*About this exercise*. Retype the entries word for word, leaving nothing out.

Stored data
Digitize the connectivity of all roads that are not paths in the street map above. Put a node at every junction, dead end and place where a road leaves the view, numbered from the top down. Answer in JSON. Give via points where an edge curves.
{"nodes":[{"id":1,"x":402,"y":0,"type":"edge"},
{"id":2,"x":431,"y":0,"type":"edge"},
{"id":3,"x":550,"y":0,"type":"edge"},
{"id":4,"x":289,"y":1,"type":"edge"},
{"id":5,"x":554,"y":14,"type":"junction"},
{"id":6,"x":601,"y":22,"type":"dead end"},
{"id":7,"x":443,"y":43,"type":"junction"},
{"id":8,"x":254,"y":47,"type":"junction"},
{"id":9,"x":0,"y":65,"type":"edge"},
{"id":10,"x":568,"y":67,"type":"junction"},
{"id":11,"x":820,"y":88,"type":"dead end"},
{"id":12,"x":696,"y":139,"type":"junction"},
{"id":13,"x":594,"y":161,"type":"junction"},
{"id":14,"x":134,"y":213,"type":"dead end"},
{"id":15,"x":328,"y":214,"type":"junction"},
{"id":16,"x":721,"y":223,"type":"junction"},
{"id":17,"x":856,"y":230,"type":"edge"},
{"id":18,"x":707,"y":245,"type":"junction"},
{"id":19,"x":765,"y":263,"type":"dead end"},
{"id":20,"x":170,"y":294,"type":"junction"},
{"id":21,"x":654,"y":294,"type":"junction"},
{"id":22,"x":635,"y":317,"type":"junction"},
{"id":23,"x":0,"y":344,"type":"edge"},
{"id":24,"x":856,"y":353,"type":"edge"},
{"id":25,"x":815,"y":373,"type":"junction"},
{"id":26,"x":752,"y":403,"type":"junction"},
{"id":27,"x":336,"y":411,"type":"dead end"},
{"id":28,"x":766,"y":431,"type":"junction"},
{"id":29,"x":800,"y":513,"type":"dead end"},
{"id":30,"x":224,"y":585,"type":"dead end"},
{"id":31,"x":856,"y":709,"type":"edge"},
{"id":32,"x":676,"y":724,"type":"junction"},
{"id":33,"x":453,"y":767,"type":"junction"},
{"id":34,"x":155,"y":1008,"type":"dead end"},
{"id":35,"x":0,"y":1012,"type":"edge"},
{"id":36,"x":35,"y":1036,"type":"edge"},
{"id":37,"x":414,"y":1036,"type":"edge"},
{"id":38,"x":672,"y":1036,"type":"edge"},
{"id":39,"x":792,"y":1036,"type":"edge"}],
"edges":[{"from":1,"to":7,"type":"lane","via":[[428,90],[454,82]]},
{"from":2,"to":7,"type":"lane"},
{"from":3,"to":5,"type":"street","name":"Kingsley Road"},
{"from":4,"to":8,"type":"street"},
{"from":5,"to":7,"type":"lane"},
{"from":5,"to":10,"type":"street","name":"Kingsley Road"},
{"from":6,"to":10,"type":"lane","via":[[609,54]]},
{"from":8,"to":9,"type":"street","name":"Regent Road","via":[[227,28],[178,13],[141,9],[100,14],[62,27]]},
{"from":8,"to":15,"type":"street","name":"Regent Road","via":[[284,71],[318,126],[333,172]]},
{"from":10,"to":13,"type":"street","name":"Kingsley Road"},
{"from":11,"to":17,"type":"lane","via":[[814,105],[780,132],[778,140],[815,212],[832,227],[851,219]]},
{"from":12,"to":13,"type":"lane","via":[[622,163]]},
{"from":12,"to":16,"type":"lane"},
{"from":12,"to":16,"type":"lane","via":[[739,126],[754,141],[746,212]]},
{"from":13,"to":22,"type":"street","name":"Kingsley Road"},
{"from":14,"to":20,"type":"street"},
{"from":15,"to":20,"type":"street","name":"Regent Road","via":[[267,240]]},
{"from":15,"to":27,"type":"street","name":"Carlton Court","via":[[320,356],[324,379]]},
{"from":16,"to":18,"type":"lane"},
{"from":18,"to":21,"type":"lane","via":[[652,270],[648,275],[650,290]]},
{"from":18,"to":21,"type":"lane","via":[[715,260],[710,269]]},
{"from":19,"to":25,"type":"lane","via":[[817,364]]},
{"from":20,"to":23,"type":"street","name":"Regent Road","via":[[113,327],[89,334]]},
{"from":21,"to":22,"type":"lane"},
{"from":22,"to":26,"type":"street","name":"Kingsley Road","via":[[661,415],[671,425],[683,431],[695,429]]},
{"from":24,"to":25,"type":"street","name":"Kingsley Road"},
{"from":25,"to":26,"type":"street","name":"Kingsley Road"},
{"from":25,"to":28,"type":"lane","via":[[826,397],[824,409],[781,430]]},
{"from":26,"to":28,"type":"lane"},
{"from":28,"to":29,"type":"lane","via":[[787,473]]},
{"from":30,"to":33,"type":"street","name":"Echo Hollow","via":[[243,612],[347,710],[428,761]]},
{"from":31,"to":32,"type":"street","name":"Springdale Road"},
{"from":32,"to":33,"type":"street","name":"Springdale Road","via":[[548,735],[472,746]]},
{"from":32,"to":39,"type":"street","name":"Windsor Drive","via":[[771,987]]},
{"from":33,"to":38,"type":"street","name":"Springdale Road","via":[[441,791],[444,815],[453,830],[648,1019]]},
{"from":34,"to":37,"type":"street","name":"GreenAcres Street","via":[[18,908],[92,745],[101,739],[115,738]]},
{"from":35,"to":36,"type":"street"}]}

*Response to the exercise*.
Digitize the connectivity of all roads that are not paths in the street map above. Put a node at every junction, dead end and place where a road leaves the view, numbered from the top down. Answer in JSON. Give via points where an edge curves.
{"nodes":[{"id":1,"x":402,"y":0,"type":"edge"},
{"id":2,"x":431,"y":0,"type":"edge"},
{"id":3,"x":550,"y":0,"type":"edge"},
{"id":4,"x":289,"y":1,"type":"edge"},
{"id":5,"x":554,"y":14,"type":"junction"},
{"id":6,"x":601,"y":22,"type":"dead end"},
{"id":7,"x":443,"y":43,"type":"junction"},
{"id":8,"x":254,"y":47,"type":"junction"},
{"id":9,"x":0,"y":65,"type":"edge"},
{"id":10,"x":568,"y":67,"type":"junction"},
{"id":11,"x":820,"y":88,"type":"dead end"},
{"id":12,"x":696,"y":139,"type":"junction"},
{"id":13,"x":594,"y":161,"type":"junction"},
{"id":14,"x":134,"y":213,"type":"dead end"},
{"id":15,"x":328,"y":214,"type":"junction"},
{"id":16,"x":721,"y":223,"type":"junction"},
{"id":17,"x":856,"y":230,"type":"edge"},
{"id":18,"x":707,"y":245,"type":"junction"},
{"id":19,"x":765,"y":263,"type":"dead end"},
{"id":20,"x":170,"y":294,"type":"junction"},
{"id":21,"x":654,"y":294,"type":"junction"},
{"id":22,"x":635,"y":317,"type":"junction"},
{"id":23,"x":0,"y":344,"type":"edge"},
{"id":24,"x":856,"y":353,"type":"edge"},
{"id":25,"x":815,"y":373,"type":"junction"},
{"id":26,"x":752,"y":403,"type":"junction"},
{"id":27,"x":336,"y":411,"type":"dead end"},
{"id":28,"x":766,"y":431,"type":"junction"},
{"id":29,"x":800,"y":513,"type":"dead end"},
{"id":30,"x":224,"y":585,"type":"dead end"},
{"id":31,"x":856,"y":709,"type":"edge"},
{"id":32,"x":676,"y":724,"type":"junction"},
{"id":33,"x":453,"y":767,"type":"junction"},
{"id":34,"x":155,"y":1008,"type":"dead end"},
{"id":35,"x":0,"y":1012,"type":"edge"},
{"id":36,"x":35,"y":1036,"type":"edge"},
{"id":37,"x":414,"y":1036,"type":"edge"},
{"id":38,"x":672,"y":1036,"type":"edge"},
{"id":39,"x":792,"y":1036,"type":"edge"}],
"edges":[{"from":1,"to":7,"type":"lane","via":[[428,90],[454,82]]},
{"from":2,"to":7,"type":"lane"},
{"from":3,"to":5,"type":"street","name":"Kingsley Road"},
{"from":4,"to":8,"type":"street"},
{"from":5,"to":7,"type":"lane"},
{"from":5,"to":10,"type":"street","name":"Kingsley Road"},
{"from":6,"to":10,"type":"lane","via":[[609,54]]},
{"from":8,"to":9,"type":"street","name":"Regent Road","via":[[227,28],[178,13],[141,9],[100,14],[62,27]]},
{"from":8,"to":15,"type":"street","name":"Regent Road","via":[[284,71],[318,126],[333,172]]},
{"from":10,"to":13,"type":"street","name":"Kingsley Road"},
{"from":11,"to":17,"type":"lane","via":[[814,105],[780,132],[778,140],[815,212],[832,227],[851,219]]},
{"from":12,"to":13,"type":"lane","via":[[622,163]]},
{"from":12,"to":16,"type":"lane"},
{"from":12,"to":16,"type":"lane","via":[[739,126],[754,141],[746,212]]},
{"from":13,"to":22,"type":"street","name":"Kingsley Road"},
{"from":14,"to":20,"type":"street"},
{"from":15,"to":20,"type":"street","name":"Regent Road","via":[[267,240]]},
{"from":15,"to":27,"type":"street","name":"Carlton Court","via":[[320,356],[324,379]]},
{"from":16,"to":18,"type":"lane"},
{"from":18,"to":21,"type":"lane","via":[[652,270],[648,275],[650,290]]},
{"from":18,"to":21,"type":"lane","via":[[715,260],[710,269]]},
{"from":19,"to":25,"type":"lane","via":[[817,364]]},
{"from":20,"to":23,"type":"street","name":"Regent Road","via":[[113,327],[89,334]]},
{"from":21,"to":22,"type":"lane"},
{"from":22,"to":26,"type":"street","name":"Kingsley Road","via":[[661,415],[671,425],[683,431],[695,429]]},
{"from":24,"to":25,"type":"street","name":"Kingsley Road"},
{"from":25,"to":26,"type":"street","name":"Kingsley Road"},
{"from":25,"to":28,"type":"lane","via":[[826,397],[824,409],[781,430]]},
{"from":26,"to":28,"type":"lane"},
{"from":28,"to":29,"type":"lane","via":[[787,473]]},
{"from":30,"to":33,"type":"street","name":"Echo Hollow","via":[[243,612],[347,710],[428,761]]},
{"from":31,"to":32,"type":"street","name":"Springdale Road"},
{"from":32,"to":33,"type":"street","name":"Springdale Road","via":[[548,735],[472,746]]},
{"from":32,"to":39,"type":"street","name":"Windsor Drive","via":[[771,987]]},
{"from":33,"to":38,"type":"street","name":"Springdale Road","via":[[441,791],[444,815],[453,830],[648,1019]]},
{"from":34,"to":37,"type":"street","name":"GreenAcres Street","via":[[18,908],[92,745],[101,739],[115,738]]},
{"from":35,"to":36,"type":"street"}]}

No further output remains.